■ **What the task requires**: Copy out all the lines of the data that hold the word "Turn".

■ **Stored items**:
- Opening Delimiter -

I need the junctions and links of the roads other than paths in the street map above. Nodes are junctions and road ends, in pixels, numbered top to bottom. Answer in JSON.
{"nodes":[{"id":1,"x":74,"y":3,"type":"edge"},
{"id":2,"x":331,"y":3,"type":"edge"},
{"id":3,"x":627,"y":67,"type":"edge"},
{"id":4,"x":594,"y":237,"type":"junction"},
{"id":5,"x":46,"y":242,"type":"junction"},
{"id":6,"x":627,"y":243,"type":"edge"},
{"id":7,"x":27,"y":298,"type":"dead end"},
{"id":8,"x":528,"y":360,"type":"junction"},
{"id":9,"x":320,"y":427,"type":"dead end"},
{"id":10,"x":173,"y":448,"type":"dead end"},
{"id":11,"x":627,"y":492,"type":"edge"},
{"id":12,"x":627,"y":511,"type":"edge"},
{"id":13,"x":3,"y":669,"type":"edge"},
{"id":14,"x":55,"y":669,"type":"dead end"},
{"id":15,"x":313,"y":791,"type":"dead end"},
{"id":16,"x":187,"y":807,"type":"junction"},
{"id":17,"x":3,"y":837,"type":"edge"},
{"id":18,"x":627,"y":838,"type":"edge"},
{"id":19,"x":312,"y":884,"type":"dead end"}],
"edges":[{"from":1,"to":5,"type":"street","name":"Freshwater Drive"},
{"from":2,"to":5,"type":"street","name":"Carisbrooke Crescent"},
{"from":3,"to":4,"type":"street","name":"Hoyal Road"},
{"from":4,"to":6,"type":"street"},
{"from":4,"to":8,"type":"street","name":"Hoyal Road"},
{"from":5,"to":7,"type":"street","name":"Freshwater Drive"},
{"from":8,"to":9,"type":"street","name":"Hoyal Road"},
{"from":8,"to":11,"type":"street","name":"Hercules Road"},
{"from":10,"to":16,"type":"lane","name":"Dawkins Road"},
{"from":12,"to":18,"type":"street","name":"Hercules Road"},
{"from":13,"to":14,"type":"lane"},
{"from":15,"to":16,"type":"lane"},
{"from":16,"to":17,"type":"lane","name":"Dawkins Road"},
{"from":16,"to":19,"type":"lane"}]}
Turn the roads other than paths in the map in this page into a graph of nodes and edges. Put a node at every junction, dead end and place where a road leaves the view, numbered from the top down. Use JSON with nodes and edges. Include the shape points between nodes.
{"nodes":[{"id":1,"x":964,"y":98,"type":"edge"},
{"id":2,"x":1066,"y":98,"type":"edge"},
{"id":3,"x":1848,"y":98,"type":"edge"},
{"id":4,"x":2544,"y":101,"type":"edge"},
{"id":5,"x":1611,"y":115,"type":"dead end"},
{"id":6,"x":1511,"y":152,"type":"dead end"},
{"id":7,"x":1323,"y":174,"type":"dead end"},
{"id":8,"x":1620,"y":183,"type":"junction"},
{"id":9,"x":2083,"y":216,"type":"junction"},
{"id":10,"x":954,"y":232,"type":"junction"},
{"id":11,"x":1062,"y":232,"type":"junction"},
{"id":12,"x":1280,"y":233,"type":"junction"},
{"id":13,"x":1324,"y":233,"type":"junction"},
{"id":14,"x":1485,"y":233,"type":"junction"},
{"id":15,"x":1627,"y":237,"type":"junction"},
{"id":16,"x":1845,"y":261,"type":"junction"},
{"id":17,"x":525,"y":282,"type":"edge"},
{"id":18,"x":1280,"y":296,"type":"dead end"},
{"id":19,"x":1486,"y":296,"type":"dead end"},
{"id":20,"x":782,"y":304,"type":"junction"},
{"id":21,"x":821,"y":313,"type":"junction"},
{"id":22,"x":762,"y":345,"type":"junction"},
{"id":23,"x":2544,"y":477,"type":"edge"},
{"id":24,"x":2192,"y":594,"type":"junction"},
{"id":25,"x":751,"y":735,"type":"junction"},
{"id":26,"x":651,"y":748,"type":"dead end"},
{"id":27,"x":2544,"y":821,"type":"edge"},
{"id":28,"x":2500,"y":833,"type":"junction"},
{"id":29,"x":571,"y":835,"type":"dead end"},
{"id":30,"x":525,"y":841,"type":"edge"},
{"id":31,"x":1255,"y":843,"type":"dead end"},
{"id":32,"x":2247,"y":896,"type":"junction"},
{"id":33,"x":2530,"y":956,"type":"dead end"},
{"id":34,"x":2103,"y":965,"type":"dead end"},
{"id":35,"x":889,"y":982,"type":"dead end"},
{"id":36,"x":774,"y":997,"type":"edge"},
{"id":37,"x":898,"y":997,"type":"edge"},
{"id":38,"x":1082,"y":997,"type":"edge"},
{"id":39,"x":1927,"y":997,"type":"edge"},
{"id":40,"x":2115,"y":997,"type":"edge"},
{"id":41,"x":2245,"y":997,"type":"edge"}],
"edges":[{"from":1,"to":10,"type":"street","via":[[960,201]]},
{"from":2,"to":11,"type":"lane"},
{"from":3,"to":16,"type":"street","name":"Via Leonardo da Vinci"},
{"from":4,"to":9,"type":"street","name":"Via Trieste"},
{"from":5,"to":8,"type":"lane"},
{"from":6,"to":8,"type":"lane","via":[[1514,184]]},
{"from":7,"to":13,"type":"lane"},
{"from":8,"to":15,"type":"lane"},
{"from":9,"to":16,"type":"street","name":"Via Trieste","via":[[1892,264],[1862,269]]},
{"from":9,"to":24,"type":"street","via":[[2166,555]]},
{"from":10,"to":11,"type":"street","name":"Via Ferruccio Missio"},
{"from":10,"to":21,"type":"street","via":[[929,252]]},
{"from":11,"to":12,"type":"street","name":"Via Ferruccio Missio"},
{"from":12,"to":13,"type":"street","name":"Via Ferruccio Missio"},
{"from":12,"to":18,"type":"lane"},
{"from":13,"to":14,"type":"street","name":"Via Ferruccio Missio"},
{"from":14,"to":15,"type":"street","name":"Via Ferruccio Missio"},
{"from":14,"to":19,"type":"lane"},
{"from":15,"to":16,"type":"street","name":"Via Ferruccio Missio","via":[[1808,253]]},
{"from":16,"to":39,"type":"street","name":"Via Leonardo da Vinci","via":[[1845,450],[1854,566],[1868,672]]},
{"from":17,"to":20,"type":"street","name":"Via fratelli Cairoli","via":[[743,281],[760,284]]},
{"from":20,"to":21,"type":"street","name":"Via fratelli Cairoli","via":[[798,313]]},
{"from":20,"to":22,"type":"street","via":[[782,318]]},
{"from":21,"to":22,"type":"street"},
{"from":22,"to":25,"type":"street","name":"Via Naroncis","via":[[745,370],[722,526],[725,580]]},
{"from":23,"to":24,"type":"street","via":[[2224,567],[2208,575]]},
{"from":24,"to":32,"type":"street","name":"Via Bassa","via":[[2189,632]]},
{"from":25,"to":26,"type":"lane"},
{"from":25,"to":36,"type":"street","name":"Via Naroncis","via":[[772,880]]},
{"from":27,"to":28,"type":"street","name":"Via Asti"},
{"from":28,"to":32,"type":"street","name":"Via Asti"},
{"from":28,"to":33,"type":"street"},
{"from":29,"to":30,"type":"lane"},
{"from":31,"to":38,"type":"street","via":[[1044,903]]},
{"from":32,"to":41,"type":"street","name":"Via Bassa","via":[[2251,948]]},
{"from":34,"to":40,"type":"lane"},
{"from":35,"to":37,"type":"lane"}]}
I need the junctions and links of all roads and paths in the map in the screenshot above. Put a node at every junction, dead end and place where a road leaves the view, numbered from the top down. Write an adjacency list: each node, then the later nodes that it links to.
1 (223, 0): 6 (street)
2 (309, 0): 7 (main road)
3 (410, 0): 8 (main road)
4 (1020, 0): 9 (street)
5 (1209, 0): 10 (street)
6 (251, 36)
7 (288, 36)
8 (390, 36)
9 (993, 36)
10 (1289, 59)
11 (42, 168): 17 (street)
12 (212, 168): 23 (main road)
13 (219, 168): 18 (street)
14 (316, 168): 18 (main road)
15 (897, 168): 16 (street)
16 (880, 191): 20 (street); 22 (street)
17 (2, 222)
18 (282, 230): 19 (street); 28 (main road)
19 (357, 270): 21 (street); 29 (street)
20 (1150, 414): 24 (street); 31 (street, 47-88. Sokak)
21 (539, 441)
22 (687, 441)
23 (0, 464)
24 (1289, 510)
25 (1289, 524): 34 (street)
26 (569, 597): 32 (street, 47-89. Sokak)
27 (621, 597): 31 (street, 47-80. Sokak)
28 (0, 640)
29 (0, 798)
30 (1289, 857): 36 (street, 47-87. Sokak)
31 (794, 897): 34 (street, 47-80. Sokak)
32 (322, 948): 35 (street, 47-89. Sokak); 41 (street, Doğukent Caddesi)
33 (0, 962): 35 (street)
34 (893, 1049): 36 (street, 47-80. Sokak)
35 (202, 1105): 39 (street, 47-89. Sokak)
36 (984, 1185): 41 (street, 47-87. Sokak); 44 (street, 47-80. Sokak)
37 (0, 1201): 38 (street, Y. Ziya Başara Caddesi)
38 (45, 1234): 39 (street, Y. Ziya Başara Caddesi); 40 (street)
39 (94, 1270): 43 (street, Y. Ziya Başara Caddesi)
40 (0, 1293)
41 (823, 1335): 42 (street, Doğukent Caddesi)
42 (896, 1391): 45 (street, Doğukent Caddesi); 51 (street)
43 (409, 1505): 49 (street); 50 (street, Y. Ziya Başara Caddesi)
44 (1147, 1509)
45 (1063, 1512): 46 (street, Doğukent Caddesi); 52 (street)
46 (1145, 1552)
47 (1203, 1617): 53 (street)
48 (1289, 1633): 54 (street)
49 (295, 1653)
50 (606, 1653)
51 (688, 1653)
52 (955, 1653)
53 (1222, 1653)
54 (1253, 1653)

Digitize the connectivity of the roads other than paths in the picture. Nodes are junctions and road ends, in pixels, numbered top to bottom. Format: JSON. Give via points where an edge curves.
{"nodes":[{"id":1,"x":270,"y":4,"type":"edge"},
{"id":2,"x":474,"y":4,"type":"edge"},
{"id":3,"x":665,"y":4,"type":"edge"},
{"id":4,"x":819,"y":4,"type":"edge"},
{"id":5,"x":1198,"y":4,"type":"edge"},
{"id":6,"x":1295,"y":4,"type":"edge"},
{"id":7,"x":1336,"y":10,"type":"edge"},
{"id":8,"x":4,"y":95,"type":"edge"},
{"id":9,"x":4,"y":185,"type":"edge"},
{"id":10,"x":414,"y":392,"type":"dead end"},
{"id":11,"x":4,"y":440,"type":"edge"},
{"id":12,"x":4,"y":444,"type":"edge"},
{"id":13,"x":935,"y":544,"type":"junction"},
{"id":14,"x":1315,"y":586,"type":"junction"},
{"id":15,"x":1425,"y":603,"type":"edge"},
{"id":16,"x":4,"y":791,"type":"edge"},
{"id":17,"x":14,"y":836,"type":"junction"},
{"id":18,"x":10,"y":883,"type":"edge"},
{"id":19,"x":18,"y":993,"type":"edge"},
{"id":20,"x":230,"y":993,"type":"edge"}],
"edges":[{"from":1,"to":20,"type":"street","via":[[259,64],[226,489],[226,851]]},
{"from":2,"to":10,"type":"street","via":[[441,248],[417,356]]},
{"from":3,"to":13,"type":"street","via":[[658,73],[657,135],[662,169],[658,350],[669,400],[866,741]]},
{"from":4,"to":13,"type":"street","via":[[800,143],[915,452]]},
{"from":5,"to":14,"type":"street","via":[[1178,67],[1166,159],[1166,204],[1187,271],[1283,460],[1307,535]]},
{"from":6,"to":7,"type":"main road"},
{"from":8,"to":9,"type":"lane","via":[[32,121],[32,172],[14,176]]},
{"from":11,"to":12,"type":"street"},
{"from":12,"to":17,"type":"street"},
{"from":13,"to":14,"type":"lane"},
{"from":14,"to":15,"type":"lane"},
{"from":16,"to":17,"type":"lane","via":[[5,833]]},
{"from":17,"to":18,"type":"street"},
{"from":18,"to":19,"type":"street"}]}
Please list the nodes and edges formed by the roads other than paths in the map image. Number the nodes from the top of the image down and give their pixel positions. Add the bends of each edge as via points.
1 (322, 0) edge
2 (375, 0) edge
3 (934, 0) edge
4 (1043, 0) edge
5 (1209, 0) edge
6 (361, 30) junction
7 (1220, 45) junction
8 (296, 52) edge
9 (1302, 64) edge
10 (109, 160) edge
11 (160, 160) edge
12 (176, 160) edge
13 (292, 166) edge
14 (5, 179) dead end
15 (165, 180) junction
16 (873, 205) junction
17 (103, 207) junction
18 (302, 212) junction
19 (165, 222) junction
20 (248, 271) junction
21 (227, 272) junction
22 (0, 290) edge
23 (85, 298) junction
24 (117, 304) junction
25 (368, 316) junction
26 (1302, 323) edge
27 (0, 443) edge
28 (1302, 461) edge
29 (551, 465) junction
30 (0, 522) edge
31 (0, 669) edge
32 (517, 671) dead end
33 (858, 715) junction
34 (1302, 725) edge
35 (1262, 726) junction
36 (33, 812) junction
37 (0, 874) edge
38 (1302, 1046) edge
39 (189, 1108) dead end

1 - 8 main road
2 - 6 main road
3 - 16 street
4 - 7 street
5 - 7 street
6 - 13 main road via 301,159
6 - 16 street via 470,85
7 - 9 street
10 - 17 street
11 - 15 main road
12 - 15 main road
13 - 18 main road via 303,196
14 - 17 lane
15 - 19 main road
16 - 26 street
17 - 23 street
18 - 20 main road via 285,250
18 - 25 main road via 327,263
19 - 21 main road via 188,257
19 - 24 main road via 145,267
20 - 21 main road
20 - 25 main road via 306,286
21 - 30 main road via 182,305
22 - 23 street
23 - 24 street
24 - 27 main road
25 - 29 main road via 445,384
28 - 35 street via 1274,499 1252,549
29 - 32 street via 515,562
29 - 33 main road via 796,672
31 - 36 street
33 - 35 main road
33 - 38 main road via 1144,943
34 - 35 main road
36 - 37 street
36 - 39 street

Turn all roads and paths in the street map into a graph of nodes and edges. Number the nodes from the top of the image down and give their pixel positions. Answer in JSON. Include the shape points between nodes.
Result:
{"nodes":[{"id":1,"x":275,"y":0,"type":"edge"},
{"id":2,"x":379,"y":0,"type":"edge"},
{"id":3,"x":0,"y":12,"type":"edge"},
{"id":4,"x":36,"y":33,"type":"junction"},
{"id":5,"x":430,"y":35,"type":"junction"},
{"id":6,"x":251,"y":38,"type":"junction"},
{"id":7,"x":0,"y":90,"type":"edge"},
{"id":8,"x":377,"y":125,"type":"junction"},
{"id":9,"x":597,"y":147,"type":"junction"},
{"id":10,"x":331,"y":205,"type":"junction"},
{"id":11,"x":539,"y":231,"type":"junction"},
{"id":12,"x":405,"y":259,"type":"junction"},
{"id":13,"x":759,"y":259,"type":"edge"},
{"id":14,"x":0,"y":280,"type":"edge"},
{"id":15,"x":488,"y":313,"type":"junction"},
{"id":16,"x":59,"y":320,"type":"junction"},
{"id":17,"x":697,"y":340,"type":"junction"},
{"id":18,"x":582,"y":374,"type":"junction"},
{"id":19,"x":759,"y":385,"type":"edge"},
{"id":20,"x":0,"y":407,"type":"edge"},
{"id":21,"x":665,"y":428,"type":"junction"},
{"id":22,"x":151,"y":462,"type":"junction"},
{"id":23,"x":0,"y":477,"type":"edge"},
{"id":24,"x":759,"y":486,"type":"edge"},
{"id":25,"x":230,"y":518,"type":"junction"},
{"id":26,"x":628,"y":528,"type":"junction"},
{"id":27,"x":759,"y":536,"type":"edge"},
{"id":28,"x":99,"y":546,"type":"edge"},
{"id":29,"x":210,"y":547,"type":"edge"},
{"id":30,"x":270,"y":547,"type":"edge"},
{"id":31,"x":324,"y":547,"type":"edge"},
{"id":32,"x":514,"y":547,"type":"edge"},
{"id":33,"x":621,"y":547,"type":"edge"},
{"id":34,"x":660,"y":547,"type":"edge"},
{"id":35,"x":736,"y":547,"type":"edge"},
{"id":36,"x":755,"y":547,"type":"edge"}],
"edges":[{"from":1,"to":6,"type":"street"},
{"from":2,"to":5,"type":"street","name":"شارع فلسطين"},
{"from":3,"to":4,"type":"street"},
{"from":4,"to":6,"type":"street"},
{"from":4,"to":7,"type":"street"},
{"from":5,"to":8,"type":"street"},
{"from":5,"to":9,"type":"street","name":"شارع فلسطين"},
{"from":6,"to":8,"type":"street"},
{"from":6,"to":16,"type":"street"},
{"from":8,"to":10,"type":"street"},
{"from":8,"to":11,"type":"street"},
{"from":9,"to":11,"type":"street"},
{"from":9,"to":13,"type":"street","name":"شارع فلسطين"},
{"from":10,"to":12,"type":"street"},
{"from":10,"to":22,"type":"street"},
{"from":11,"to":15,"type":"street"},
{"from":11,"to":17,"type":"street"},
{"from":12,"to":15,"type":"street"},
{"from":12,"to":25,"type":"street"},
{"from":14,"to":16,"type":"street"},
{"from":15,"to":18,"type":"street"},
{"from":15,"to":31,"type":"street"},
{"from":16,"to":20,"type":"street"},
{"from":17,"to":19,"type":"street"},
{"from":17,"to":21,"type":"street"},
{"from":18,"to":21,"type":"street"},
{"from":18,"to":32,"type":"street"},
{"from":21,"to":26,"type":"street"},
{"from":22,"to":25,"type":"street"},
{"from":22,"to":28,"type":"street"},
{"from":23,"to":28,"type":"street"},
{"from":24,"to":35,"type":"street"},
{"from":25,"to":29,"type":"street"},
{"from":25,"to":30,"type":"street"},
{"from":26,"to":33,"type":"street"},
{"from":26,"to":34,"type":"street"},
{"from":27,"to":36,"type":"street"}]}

- Closing Delimiter -

■ **Task answer**:
Turn the roads other than paths in the map in this page into a graph of nodes and edges. Put a node at every junction, dead end and place where a road leaves the view, numbered from the top down. Use JSON with nodes and edges. Include the shape points between nodes.
Turn all roads and paths in the street map into a graph of nodes and edges. Number the nodes from the top of the image down and give their pixel positions. Answer in JSON. Include the shape points between nodes.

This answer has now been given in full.